All 8 Abia State seats in the House of Representatives of Nigeria were up for election alongside the presidential and Senate elections on 25 February 2023.

| Constituency | Incumbent |  | Results |  |
| Incumbent | Party | Status | Candidates |
| Aba North/Aba South | Chimaobi Ebisike | PDP | Incumbent renominated New member elected LP gain | ▌ Emeka Nnamani (LP); ▌Alex Mascot Ikwechegh (APGA); ▌Chimaobi Ebisike (PDP); |
| Arochukwu/Ohafia | Uko Nkole | PDP | Incumbent retired New member elected LP gain | ▌ Ibe Okwara-Osonwa (LP); ▌Daniel Chimezie Okeke (APC); ▌Okuji Oreh (APGA); ▌Ifeanyi Uchendu (PDP); |
| Bende federal constituency | Benjamin Kalu | APC | Incumbent re-elected | ▌ Benjamin Kalu (APC); ▌Chibuisi Lazarus Mbakwe (APGA); ▌Nnenna Elendu Ukeje (PDP); |
| Isiala Ngwa North/Isiala Ngwa South | Darlington Nwokocha | LP | Incumbent retired New member elected LP hold | ▌ Ginger Obinna Onwusibe (LP); ▌Chijioke Ikpo (APC); ▌Magnus Emeka Akpuluo (APGA); ▌Anthony Chidi Agbazuere (PDP); |
| Isuikwuato/Umunneochi | Nkeiruka Onyejeocha | APC | Incumbent lost re-election New member elected LP gain | ▌ Amobi Ogah (LP); ▌Nkeiruka Onyejeocha (APC); ▌Onyinye Kay Rufus-Obi (APGA); ▌Loveth Nonye Ofoegbu (PDP); |
| Obingwa/Ugwunagbo/Osisioma | Solomon Adaelu | APGA | Incumbent withdrew from primary Incumbent lost re-election under nomination of new party New member elected LP gain | ▌ Munachim Alozie (LP); ▌Timothy Charles Chidiebere (APC); ▌Solomon Adaelu (APGA); ▌Chinwendu Nwanganga (PDP); |
| Ukwa East/Ukwa West | Uzoma Nkem-Abonta | PDP | Incumbent retired New member elected PDP hold | ▌ Christian Nkwonta (PDP); ▌Adinigwe Nwoke (APGA); |
| Umuahia North/Umuahia South/Ikwuano | Samuel Onuigbo | APC | Incumbent retired New member elected LP gain | ▌ Obinna Aguocha (LP); ▌Obilo Ogbonna (APC); ▌Ogbonna Abarikwu (APGA); ▌Chinedum Enyinnaya Orji (PDP); |

== State elections ==
=== House of Assembly elections ===

All 24 seats in the Abia State House of Assembly were up for election alongside the gubernatorial elections on 11 March 2023.

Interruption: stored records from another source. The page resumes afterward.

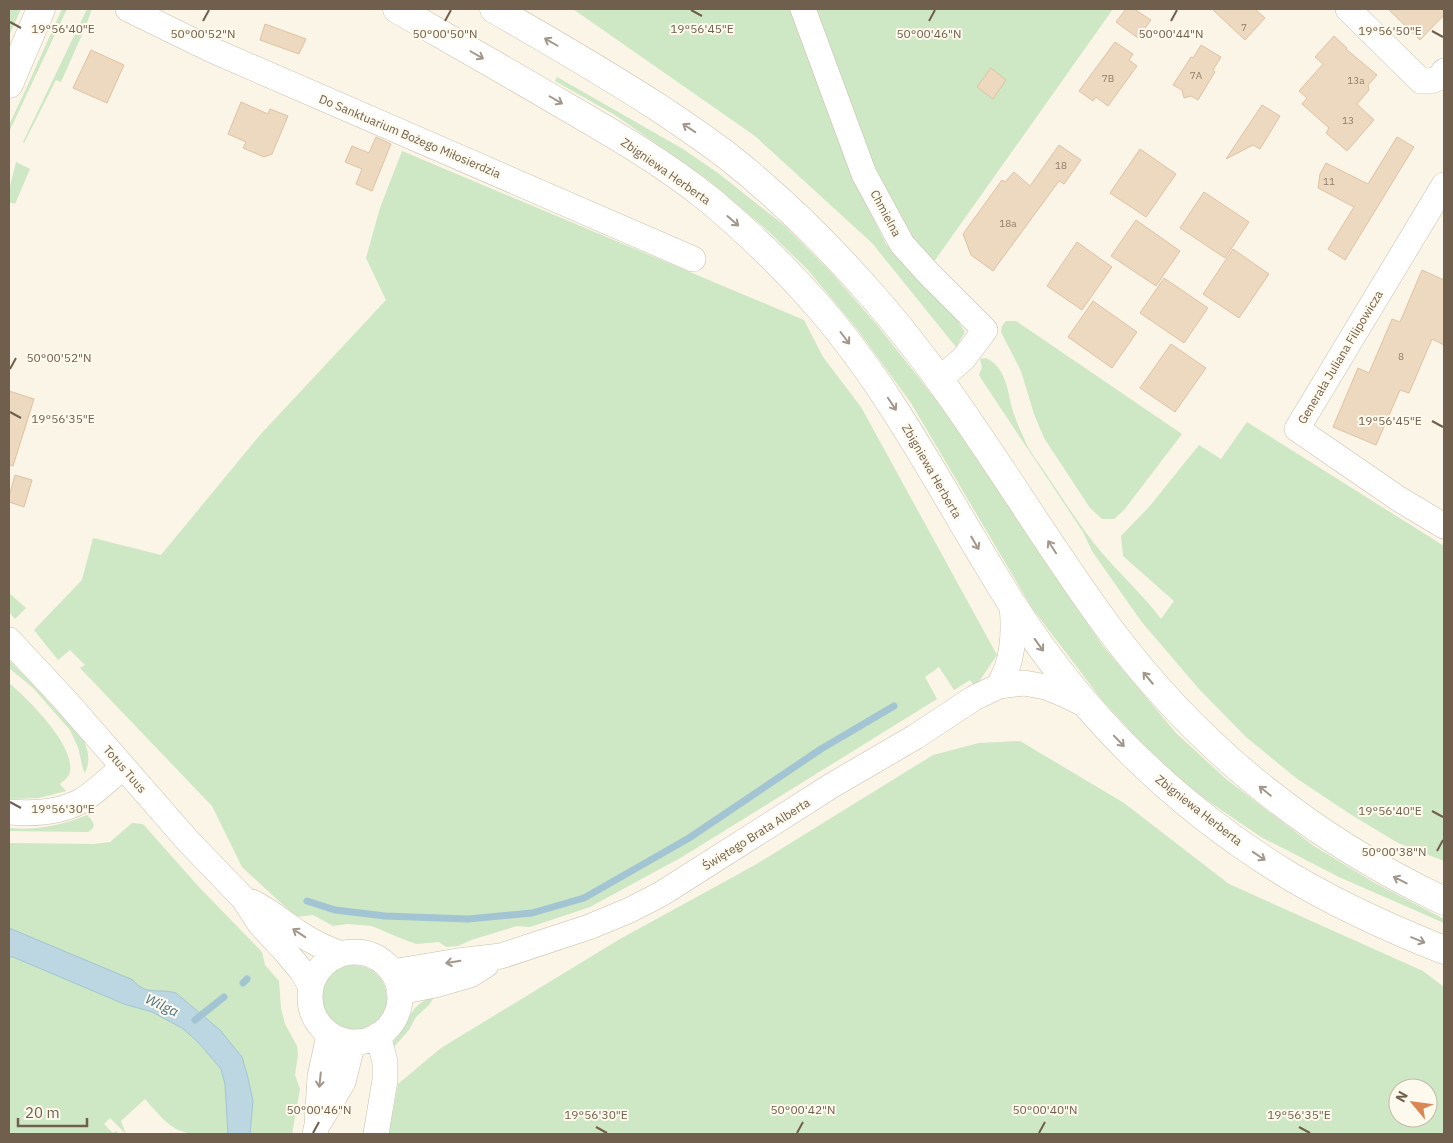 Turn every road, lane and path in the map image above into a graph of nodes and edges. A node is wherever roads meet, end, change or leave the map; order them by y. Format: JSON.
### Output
{"nodes":[{"id":1,"x":42,"y":9,"type":"edge"},
{"id":2,"x":128,"y":9,"type":"edge"},
{"id":3,"x":397,"y":9,"type":"edge"},
{"id":4,"x":494,"y":9,"type":"edge"},
{"id":5,"x":803,"y":9,"type":"edge"},
{"id":6,"x":1348,"y":9,"type":"edge"},
{"id":7,"x":1443,"y":73,"type":"edge"},
{"id":8,"x":9,"y":84,"type":"edge"},
{"id":9,"x":1444,"y":185,"type":"edge"},
{"id":10,"x":694,"y":259,"type":"dead end"},
{"id":11,"x":940,"y":379,"type":"junction"},
{"id":12,"x":1444,"y":526,"type":"edge"},
{"id":13,"x":1012,"y":605,"type":"junction"},
{"id":14,"x":9,"y":640,"type":"edge"},
{"id":15,"x":999,"y":686,"type":"junction"},
{"id":16,"x":1086,"y":705,"type":"junction"},
{"id":17,"x":123,"y":767,"type":"junction"},
{"id":18,"x":9,"y":812,"type":"edge"},
{"id":19,"x":243,"y":898,"type":"junction"},
{"id":20,"x":1444,"y":901,"type":"edge"},
{"id":21,"x":1444,"y":950,"type":"edge"},
{"id":22,"x":342,"y":954,"type":"junction"},
{"id":23,"x":395,"y":982,"type":"junction"},
{"id":24,"x":311,"y":987,"type":"junction"},
{"id":25,"x":329,"y":1035,"type":"junction"},
{"id":26,"x":378,"y":1036,"type":"junction"},
{"id":27,"x":353,"y":1042,"type":"junction"},
{"id":28,"x":316,"y":1130,"type":"edge"},
{"id":29,"x":376,"y":1134,"type":"edge"}],
"edges":[{"from":1,"to":8,"type":"main road"},
{"from":2,"to":10,"type":"street","name":"Do Sanktuarium Bożego Miłosierdzia"},
{"from":3,"to":13,"type":"main road","name":"Zbigniewa Herberta","one_way":true},
{"from":11,"to":4,"type":"main road","one_way":true},
{"from":5,"to":11,"type":"street","name":"Chmielna"},
{"from":6,"to":7,"type":"street"},
{"from":9,"to":12,"type":"street","name":"Generała Juliana Filipowicza"},
{"from":20,"to":11,"type":"main road","one_way":true},
{"from":13,"to":15,"type":"street"},
{"from":13,"to":16,"type":"main road","name":"Zbigniewa Herberta","one_way":true},
{"from":14,"to":17,"type":"street","name":"Totus Tuus"},
{"from":15,"to":16,"type":"street","name":"Świętego Brata Alberta"},
{"from":15,"to":23,"type":"street","name":"Świętego Brata Alberta"},
{"from":16,"to":21,"type":"main road","name":"Zbigniewa Herberta","one_way":true},
{"from":17,"to":18,"type":"street"},
{"from":17,"to":19,"type":"street","name":"Totus Tuus"},
{"from":22,"to":19,"type":"street","name":"Totus Tuus","one_way":true},
{"from":19,"to":24,"type":"street","name":"Totus Tuus"},
{"from":22,"to":23,"type":"street"},
{"from":22,"to":24,"type":"street"},
{"from":23,"to":26,"type":"street"},
{"from":24,"to":25,"type":"street"},
{"from":25,"to":27,"type":"street"},
{"from":25,"to":28,"type":"street","one_way":true},
{"from":26,"to":27,"type":"street"},
{"from":26,"to":29,"type":"street"},
{"from":27,"to":28,"type":"street"}]}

| Affiliation | Party |  |  |  |  | Total |
| PDP | APC | APGA | LP | Vacant |
| Previous Election | 19 | 2 | 1 | 0 | 2 | 24 |
| Before Election | 18 | 3 | 1 | 2 | 0 | 24 |
| After Election | TBD | TBD | TBD | TBD | TBD | 24 |

== Local elections ==

The Abia State Independent Electoral Commission announced local elections for 28 April.